Partire da Villarosa e darsi come meta Agrigento o Palermo in questi mesi è una follia. Camminamenti tortuosi, cartelli di “alt” e di “pericolo”, raccordi improvvisati, segnali lampeggianti, frecce luminose, svoltare a destra e svoltare a sinistra, un moto perpetuo per ritrovarsi dopo due o tre ore sempre a pochi chilometri da casa. Da Villarosa – via Caltanissetta – fino a Canicattì, è il viaggio quotidiano dell’imprenditore agricolo Vincenzo Misuraca. Prima va verso Enna, poi gira per Caltanissetta, segue la targa “Valle dei Templi 73 km” ma dopo duemila metri un muro di cemento lo costringe a fare una spericolata manovra e immettersi sulla superveloce per Gela. Sale un’altra volta per Caltanissetta, al bivio si spalanca lo “spettacolo ” della statale 640 con biforcazioni da luna park. La stanno trasformando in autostrada, un miliardo 533 milioni di costo preventivato, il logo onnipresente della ravennate Cmc che ha preso l’appalto ( con la catanese Tecnis), polvere in cielo e bitume vomitato nei campi. Questa è la famosa “strada della legalità”, così battezzata perché “antimafiosi ” si sono autoproclamati gli sponsor politici e imprenditoriali. Mai un attentato durante i lavori, mai un rogo, neanche lo scoppio di un petardo. Per chi conosce come vanno certe cose non ci sono molte spiegazioni: o fra Caltanissetta e Agrigento è scomparsa definitivamente la mafia o si sono messi tutti d’accordo.

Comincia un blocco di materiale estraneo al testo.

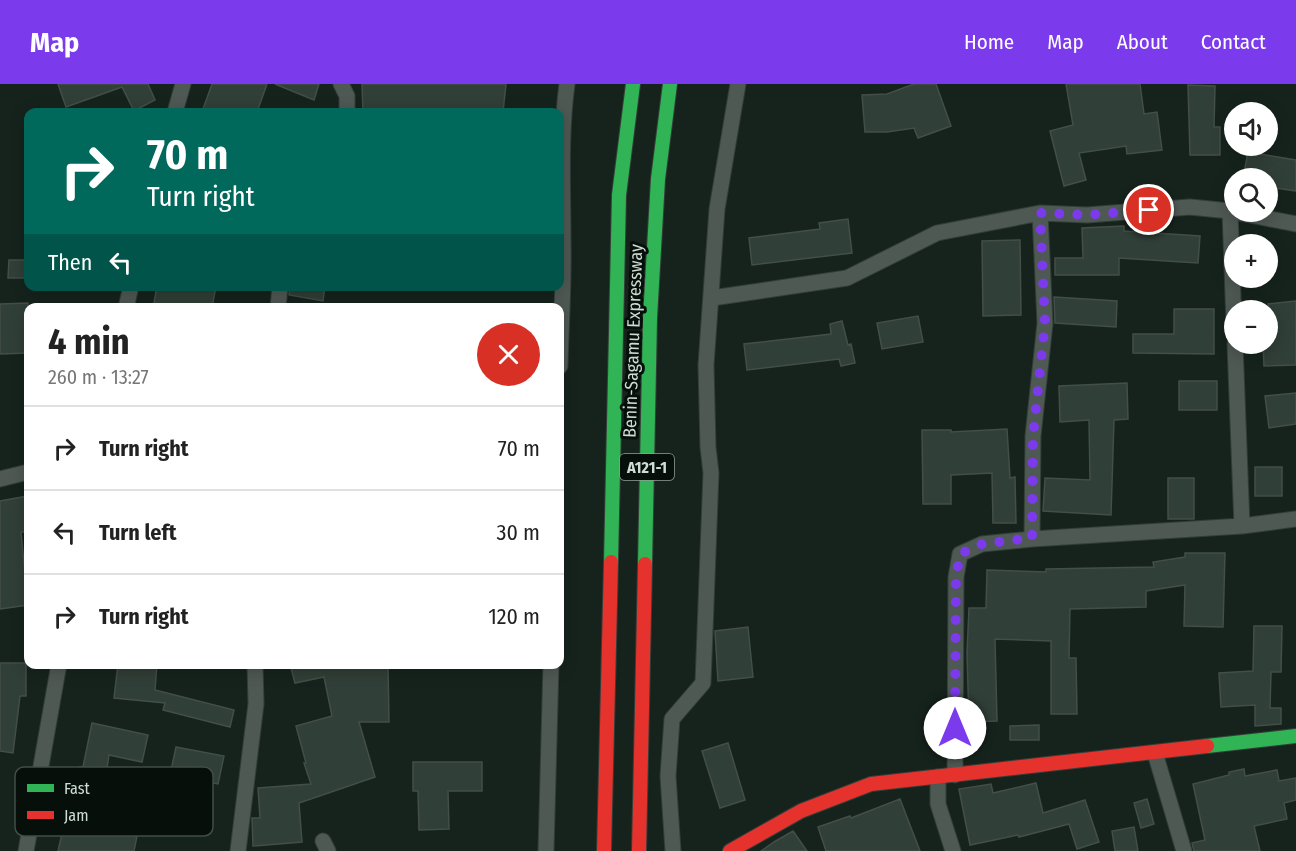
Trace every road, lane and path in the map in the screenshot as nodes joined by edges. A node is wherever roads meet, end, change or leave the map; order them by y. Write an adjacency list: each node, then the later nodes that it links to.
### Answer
1 (341, 84): 8 (street)
2 (567, 84): 9 (street)
3 (633, 84): 35 (main road, Benin-Sagamu Expressway / A121-1)
4 (670, 84): 36 (main road, Benin-Sagamu Expressway / A121-1)
5 (738, 84): 15 (street)
6 (180, 85): 7 (street)
7 (176, 108)
8 (346, 108)
9 (564, 108)
10 (1224, 210): 11 (street)
11 (1040, 213): 15 (street); 22 (street)
12 (1278, 220): 14 (street)
13 (1230, 222): 16 (street)
14 (1296, 224)
15 (712, 298): 37 (street)
16 (1233, 300)
17 (1235, 354): 21 (street)
18 (24, 473): 19 (street)
19 (0, 479)
20 (1296, 519): 21 (street)
21 (1242, 526): 22 (street)
22 (1032, 538): 29 (street)
23 (58, 669): 28 (street)
24 (255, 669): 33 (street)
25 (550, 669): 34 (street)
26 (1296, 736): 27 (main road)
27 (1155, 753): 29 (main road); 40 (street)
28 (41, 767)
29 (955, 775): 30 (main road)
30 (938, 777): 38 (main road); 39 (street)
31 (29, 836): 32 (street)
32 (26, 851)
33 (238, 851)
34 (546, 851)
35 (604, 851)
36 (639, 851)
37 (673, 851)
38 (730, 851)
39 (953, 851)
40 (1184, 851)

Palermo a destra o Palermo a sinistra? Meglio tornare indietro, distrarsi significa non ritrovare più la strada. Palermo a destra o Palermo a sinistra? Da quando il 9 aprile il viadotto Imera ha ceduto, la capitale della Sicilia è un miraggio, circolazione a corsie alternate fino al km 73 dove un cartello avverte che l’autostrada è morta e l’isola spaccata in due. C’è il bivio di Tremonzelli, comincia l’odissea delle Madonie. Ventidue chilometri in su e ventitré in giù, sfiorando Castellana, entrando a Polizzi Generosa, passando sotto le Petralie per poi rotolare sconvolti dentro il Mar Tirreno. Il paese di Polizzi, appollaiato sul suo monte, non conosceva tanta affollamento dal 1535, l’anno in cui Carlo V lo visitò da imperatore.

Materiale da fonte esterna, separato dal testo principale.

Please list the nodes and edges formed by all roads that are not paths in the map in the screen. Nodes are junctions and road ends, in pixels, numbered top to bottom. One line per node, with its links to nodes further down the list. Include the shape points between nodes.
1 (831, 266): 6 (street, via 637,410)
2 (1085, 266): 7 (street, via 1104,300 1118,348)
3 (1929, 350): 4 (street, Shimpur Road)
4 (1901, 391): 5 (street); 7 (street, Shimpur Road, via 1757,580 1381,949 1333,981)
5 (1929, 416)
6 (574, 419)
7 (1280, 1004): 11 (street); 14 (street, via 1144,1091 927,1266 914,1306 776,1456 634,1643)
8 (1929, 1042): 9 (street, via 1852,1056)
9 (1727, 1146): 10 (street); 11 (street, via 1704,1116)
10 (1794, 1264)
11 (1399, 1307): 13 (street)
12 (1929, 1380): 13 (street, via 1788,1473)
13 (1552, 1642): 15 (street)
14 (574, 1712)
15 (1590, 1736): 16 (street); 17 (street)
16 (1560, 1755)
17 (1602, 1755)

Filippo Lo Verde è il proprietario del primo bar di Polizzi venendo da est: “Questa è diventata la principale arteria della Sicilia, ma fino al giorno prima del cedimento del viadotto Imera era chiusa da mesi per una frana: l’hanno riaperta magicamente per l’emergenza”. Era così vietata al transito che Lo Verde – che ha casa in campagna a pochi minuti in direzione di Scillato – fino a quel 9 aprile per dare un po’ d’acqua alle piante doveva fare un volteggio di 60 chilometri. Chiusa da quindici anni anche la strada che da Polizzi porta alla neve di Piano Battaglia. Crollato un ponte sulla Palermo – Sciacca, chiusa la sopraelevata fra Porto Empedocle e Agrigento, chiusa tutta la Sicilia. Ed è ancora ripiegato su se stesso anche il ponte Scorciavacche sulla Palermo – Agrigento, quello inaugurato prima di Natale e caracollato prima di Capodanno. A proposito della Palermo – Agrigento, nelle carte dei carabinieri del Ros c’è un’intercettazione che chiarisce cosa si muove sempre sotto quelle strade e quei ponti: “Lì c’era un giro di bustarelle da far paura”.